_Problem:_
Across the whole listing, copy out every line that includes the string "dead".

Excerpted data START

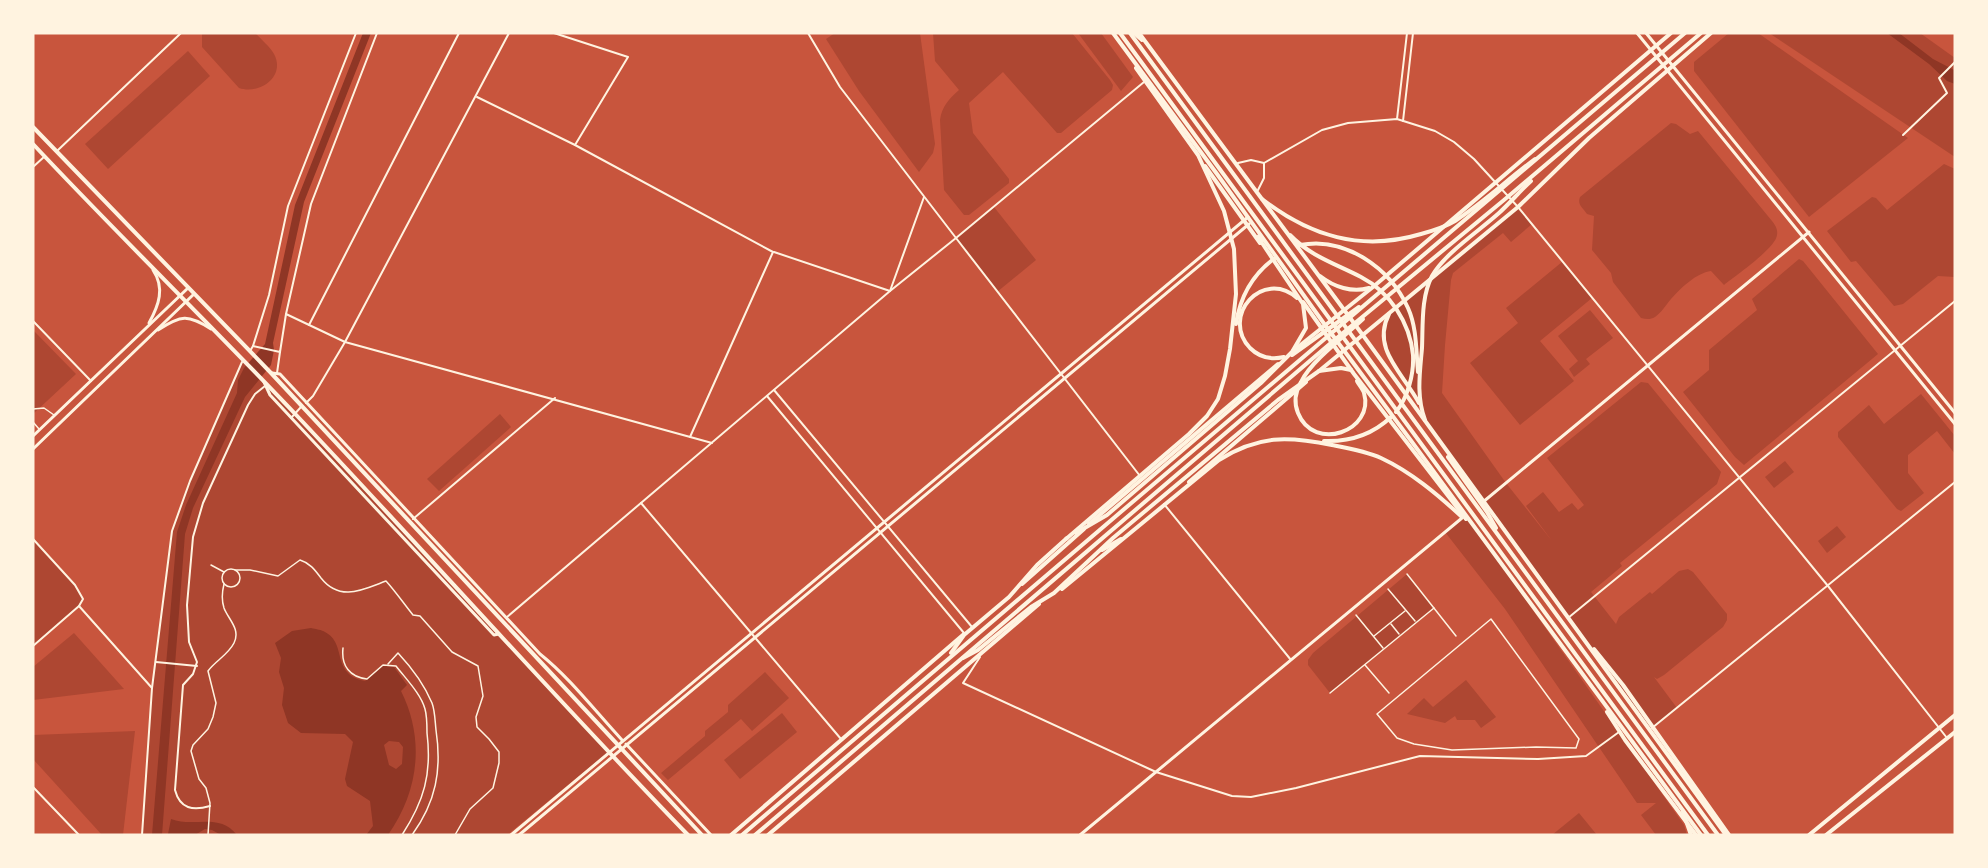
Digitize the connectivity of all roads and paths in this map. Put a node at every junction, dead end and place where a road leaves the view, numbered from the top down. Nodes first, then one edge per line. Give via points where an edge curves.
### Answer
1 (182, 33) edge
2 (356, 33) edge
3 (377, 33) edge
4 (459, 33) edge
5 (509, 33) edge
6 (554, 33) edge
7 (808, 33) edge
8 (1117, 33) edge
9 (1132, 33) edge
10 (1139, 33) edge
11 (1407, 33) edge
12 (1413, 33) edge
13 (1637, 33) edge
14 (1646, 33) edge
15 (1671, 33) edge
16 (1685, 33) edge
17 (1701, 33) edge
18 (1711, 33) edge
19 (1656, 45) junction
20 (1651, 49) junction
21 (1954, 64) edge
22 (1674, 66) junction
23 (1669, 70) junction
24 (1148, 80) junction
25 (477, 97) junction
26 (1397, 118) junction
27 (1403, 120) junction
28 (33, 127) edge
29 (1903, 135) dead end
30 (33, 144) edge
31 (1555, 144) junction
32 (575, 145) junction
33 (56, 151) junction
34 (1198, 155) junction
35 (45, 156) junction
36 (1549, 162) junction
37 (1264, 163) junction
38 (1238, 164) dead end
39 (33, 167) edge
40 (1496, 182) junction
41 (1257, 192) junction
42 (924, 197) junction
43 (1518, 207) junction
44 (1248, 217) junction
45 (1252, 222) junction
46 (1257, 230) junction
47 (1809, 232) junction
48 (1804, 236) junction
49 (956, 238) junction
50 (773, 252) junction
51 (148, 261) junction
52 (1314, 270) junction
53 (1373, 287) junction
54 (188, 288) junction
55 (1386, 288) junction
56 (890, 291) junction
57 (194, 294) junction
58 (1390, 294) junction
59 (181, 295) junction
60 (187, 301) junction
61 (1955, 301) edge
62 (1308, 309) junction
63 (1344, 310) junction
64 (1391, 311) junction
65 (286, 314) junction
66 (33, 321) edge
67 (309, 325) junction
68 (1324, 326) junction
69 (146, 328) junction
70 (218, 333) junction
71 (152, 334) junction
72 (1362, 334) junction
73 (345, 342) junction
74 (1901, 345) junction
75 (253, 346) junction
76 (1230, 349) junction
77 (1344, 350) junction
78 (1896, 350) junction
79 (250, 351) junction
80 (280, 352) junction
81 (1292, 352) junction
82 (33, 358) edge
83 (243, 359) junction
84 (1647, 366) junction
85 (33, 367) edge
86 (1319, 371) junction
87 (271, 373) junction
88 (277, 374) junction
89 (1060, 374) junction
90 (1354, 374) junction
91 (1064, 379) junction
92 (263, 380) junction
93 (90, 381) junction
94 (1419, 385) junction
95 (265, 386) junction
96 (774, 390) junction
97 (1374, 390) junction
98 (767, 396) junction
99 (555, 398) junction
100 (307, 402) junction
101 (302, 406) junction
102 (33, 409) edge
103 (1955, 413) edge
104 (55, 415) junction
105 (293, 416) junction
106 (33, 422) edge
107 (1955, 424) edge
108 (39, 430) junction
109 (1431, 430) junction
110 (33, 436) edge
111 (690, 437) junction
112 (1308, 440) junction
113 (712, 443) junction
114 (33, 449) edge
115 (1142, 478) junction
116 (1740, 478) junction
117 (1955, 482) edge
118 (1483, 502) junction
119 (641, 503) junction
120 (1164, 504) junction
121 (1466, 514) junction
122 (414, 518) junction
123 (883, 522) junction
124 (409, 523) junction
125 (1469, 523) junction
126 (887, 527) junction
127 (875, 528) junction
128 (879, 533) junction
129 (33, 539) edge
130 (1066, 539) junction
131 (1505, 544) junction
132 (211, 565) dead end
133 (235, 570) junction
134 (224, 573) junction
135 (1407, 574) dead end
136 (224, 584) junction
137 (1828, 586) junction
138 (1388, 589) dead end
139 (1054, 593) junction
140 (79, 606) junction
141 (1434, 608) junction
142 (1405, 610) junction
143 (1356, 615) dead end
144 (506, 617) junction
145 (1568, 618) junction
146 (1415, 622) junction
147 (1390, 623) junction
148 (1574, 626) junction
149 (972, 627) junction
150 (1557, 628) junction
151 (751, 632) junction
152 (964, 633) junction
153 (1400, 635) junction
154 (1374, 636) junction
155 (1456, 636) dead end
156 (754, 637) junction
157 (33, 646) edge
158 (343, 648) dead end
159 (1384, 648) junction
160 (984, 650) junction
161 (948, 658) junction
162 (1290, 660) junction
163 (157, 662) junction
164 (956, 662) junction
165 (388, 664) junction
166 (1364, 664) junction
167 (197, 666) junction
168 (1585, 678) junction
169 (152, 688) junction
170 (1330, 693) dead end
171 (1389, 693) dead end
172 (1955, 715) edge
173 (1940, 728) junction
174 (1650, 730) junction
175 (1619, 732) junction
176 (1955, 732) edge
177 (1947, 738) junction
178 (622, 740) junction
179 (842, 740) junction
180 (626, 744) junction
181 (616, 745) junction
182 (1536, 747) joint
183 (620, 749) junction
184 (610, 754) junction
185 (1156, 772) junction
186 (33, 787) edge
187 (210, 806) junction
188 (1683, 812) junction
189 (208, 834) edge
190 (701, 834) edge
191 (742, 834) edge
192 (79, 835) edge
193 (142, 835) edge
194 (402, 835) edge
195 (412, 835) edge
196 (455, 835) edge
197 (511, 835) edge
198 (519, 835) edge
199 (688, 835) edge
200 (711, 835) edge
201 (731, 835) edge
202 (755, 835) edge
203 (768, 835) edge
204 (1080, 835) edge
205 (1691, 835) edge
206 (1696, 835) edge
207 (1701, 835) edge
208 (1708, 835) edge
209 (1718, 835) edge
210 (1728, 835) edge
211 (1809, 835) edge
212 (1826, 835) edge

1 - 33 street
2 - 75 street via 288,206 269,296
3 - 65 street via 311,204
4 - 67 street
5 - 25 street
6 - 32 street via 628,57
7 - 42 street via 840,87
8 - 24 main road
8 - 34 main road via 1131,61
8 - 150 main road
9 - 41 main road
9 - 131 main road
10 - 52 main road
11 - 26 street
12 - 27 street
13 - 20 street
14 - 19 street
15 - 19 main road
16 - 31 main road
17 - 36 main road
18 - 22 main road
19 - 20 main road
19 - 22 street
20 - 23 street
20 - 40 main road
21 - 29 street via 1939,78 1947,93
22 - 23 main road
22 - 47 street
23 - 43 main road via 1589,138
23 - 48 street
24 - 44 main road
24 - 49 street
25 - 32 street
25 - 73 street
26 - 27 street
26 - 37 street via 1322,130
27 - 40 street via 1454,142
28 - 33 main road
30 - 35 main road
31 - 41 main road via 1452,222 1404,239 1376,242 1330,236 1291,220
31 - 55 main road
32 - 50 street
33 - 54 main road
34 - 62 main road
34 - 76 main road via 1224,211 1233,249 1236,294
35 - 39 street
35 - 51 main road
36 - 58 main road
36 - 94 main road via 1432,276 1425,298
37 - 38 street via 1251,160
37 - 41 street via 1264,178
40 - 43 street
40 - 53 main road
41 - 112 main road via 1309,251 1372,284 1384,295 1402,317 1412,348 1407,391 1401,406 1384,424 1349,440
42 - 49 street
42 - 56 street
43 - 64 main road
43 - 84 street
44 - 45 main road
44 - 89 street
45 - 46 main road
45 - 91 street
46 - 68 main road
46 - 81 main road via 1303,304 1306,328
47 - 48 street
47 - 74 street
48 - 78 street
48 - 84 street
49 - 56 street
49 - 89 street
50 - 56 street
50 - 111 street
51 - 59 main road
51 - 69 street via 158,278 160,293 159,306
52 - 53 main road via 1345,288
52 - 63 main road
53 - 63 main road
54 - 57 main road
54 - 59 street
55 - 62 main road via 1282,358 1262,357 1242,336 1244,306 1257,293 1280,288
55 - 161 main road
56 - 96 street
57 - 60 street
57 - 79 main road
58 - 90 main road via 1301,381 1295,404 1302,422 1316,432 1334,435 1356,423 1365,402
58 - 164 main road
59 - 60 main road
59 - 69 street
60 - 70 main road
60 - 71 street
61 - 74 street
62 - 90 main road
63 - 68 main road
63 - 72 main road
64 - 72 main road
64 - 109 main road via 1384,324 1383,344 1418,400
65 - 67 street
65 - 80 street
66 - 93 street
67 - 73 street
68 - 77 main road
68 - 81 main road
69 - 93 street
70 - 71 street via 189,318 175,319
70 - 83 main road
71 - 114 street
72 - 77 main road
72 - 109 main road
73 - 99 street
73 - 100 street
74 - 78 street
74 - 103 street
75 - 79 street
75 - 80 street
76 - 94 main road via 1238,310 1251,281 1295,247 1325,243 1366,259 1400,293 1413,325
76 - 130 main road via 1218,399 1207,416
77 - 86 main road
77 - 97 main road
78 - 107 street
78 - 116 street
79 - 87 main road
80 - 88 street
81 - 115 main road
81 - 130 main road via 1107,515
82 - 85 street
83 - 92 main road
83 - 163 street via 172,531
84 - 116 street
84 - 118 street
86 - 97 main road via 1354,371
86 - 120 main road
86 - 139 main road via 1278,400 1113,538
87 - 88 street
87 - 101 main road
88 - 100 street
89 - 91 street
89 - 123 street
90 - 125 main road
91 - 115 street
91 - 126 street
92 - 95 street
92 - 105 main road
93 - 104 street
94 - 131 main road via 1424,418 1432,433
95 - 105 street
95 - 167 street via 248,405 203,503 193,537 187,605 189,642
96 - 98 street
96 - 123 street
97 - 121 main road
98 - 113 street
98 - 127 street
99 - 111 street
99 - 122 street
100 - 101 street
100 - 122 street
101 - 105 street
101 - 124 main road
102 - 104 street via 44,408
104 - 108 street
105 - 184 main road
106 - 108 street
108 - 110 street
109 - 118 main road
111 - 113 street
112 - 125 main road via 1379,457 1408,473
112 - 139 main road via 1278,438 1230,453
113 - 119 street
115 - 149 main road
116 - 137 street
116 - 145 street
117 - 137 street
118 - 145 main road
119 - 144 street
119 - 151 street
120 - 160 main road via 1127,536 1103,549
120 - 162 street
121 - 162 street
121 - 168 main road
122 - 124 street
122 - 144 street
123 - 126 street
123 - 127 street
124 - 181 main road
125 - 150 main road via 1522,595
126 - 128 street
126 - 149 street
127 - 128 street
127 - 151 street
128 - 152 street
128 - 156 street
129 - 140 street via 81,593
130 - 161 main road via 1009,597 964,635
131 - 209 main road
132 - 134 street
133 - 134 street
133 - 136 street via 240,577 238,585
133 - 196 street via 278,576 300,560 309,563 326,585 338,592 362,590 386,581 413,615 420,616 452,652 478,666 483,696 477,727 499,752 499,763 494,788 470,809
134 - 136 street
135 - 141 street
136 - 187 street via 224,609 232,620 235,642 208,671 216,703 208,729 191,751
137 - 173 street
137 - 174 street
138 - 142 street
139 - 164 main road
140 - 157 street
140 - 169 street
141 - 146 street
141 - 155 street
142 - 146 street
142 - 147 street
143 - 154 street
144 - 178 street via 563,673
145 - 148 main road
146 - 153 street
147 - 153 street
147 - 154 street
148 - 174 main road
148 - 210 main road via 1623,685
149 - 152 main road
150 - 208 main road
151 - 156 street
151 - 178 street
152 - 179 main road
153 - 159 street
154 - 159 street
156 - 179 street
156 - 180 street
158 - 165 street via 343,662 353,676 367,679
159 - 166 street
160 - 185 street via 963,683
160 - 203 main road
161 - 191 main road
162 - 185 street
163 - 167 street
163 - 169 street
164 - 202 main road
165 - 194 street via 396,666 425,708 428,737 429,762 423,796
165 - 195 street via 398,653 421,681 433,705 440,760 437,783 423,820
166 - 170 street
166 - 171 street
167 - 187 street via 183,685 175,790 181,805
168 - 175 main road
168 - 188 main road
169 - 193 street
172 - 173 main road
173 - 177 street
173 - 211 main road
174 - 210 main road
175 - 185 street via 1586,756 1420,756 1251,797 1232,796
175 - 206 main road
176 - 177 main road
177 - 212 main road
178 - 180 street
178 - 181 street
179 - 201 main road
180 - 183 street
180 - 200 street
181 - 183 main road
181 - 184 street
182 - 182 street via 1452,750 1414,744 1397,738 1377,714 1491,619 1579,739 1576,748 1570,750
183 - 184 street
183 - 190 main road
184 - 197 street
184 - 198 street
184 - 199 main road
185 - 204 street
186 - 192 street
187 - 189 street
188 - 205 main road
188 - 207 main road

Excerpted data END

_Task response:_
Digitize the connectivity of all roads and paths in this map. Put a node at every junction, dead end and place where a road leaves the view, numbered from the top down. Nodes first, then one edge per line. Give via points where an edge curves.
29 (1903, 135) dead end
38 (1238, 164) dead end
132 (211, 565) dead end
135 (1407, 574) dead end
138 (1388, 589) dead end
143 (1356, 615) dead end
155 (1456, 636) dead end
158 (343, 648) dead end
170 (1330, 693) dead end
171 (1389, 693) dead end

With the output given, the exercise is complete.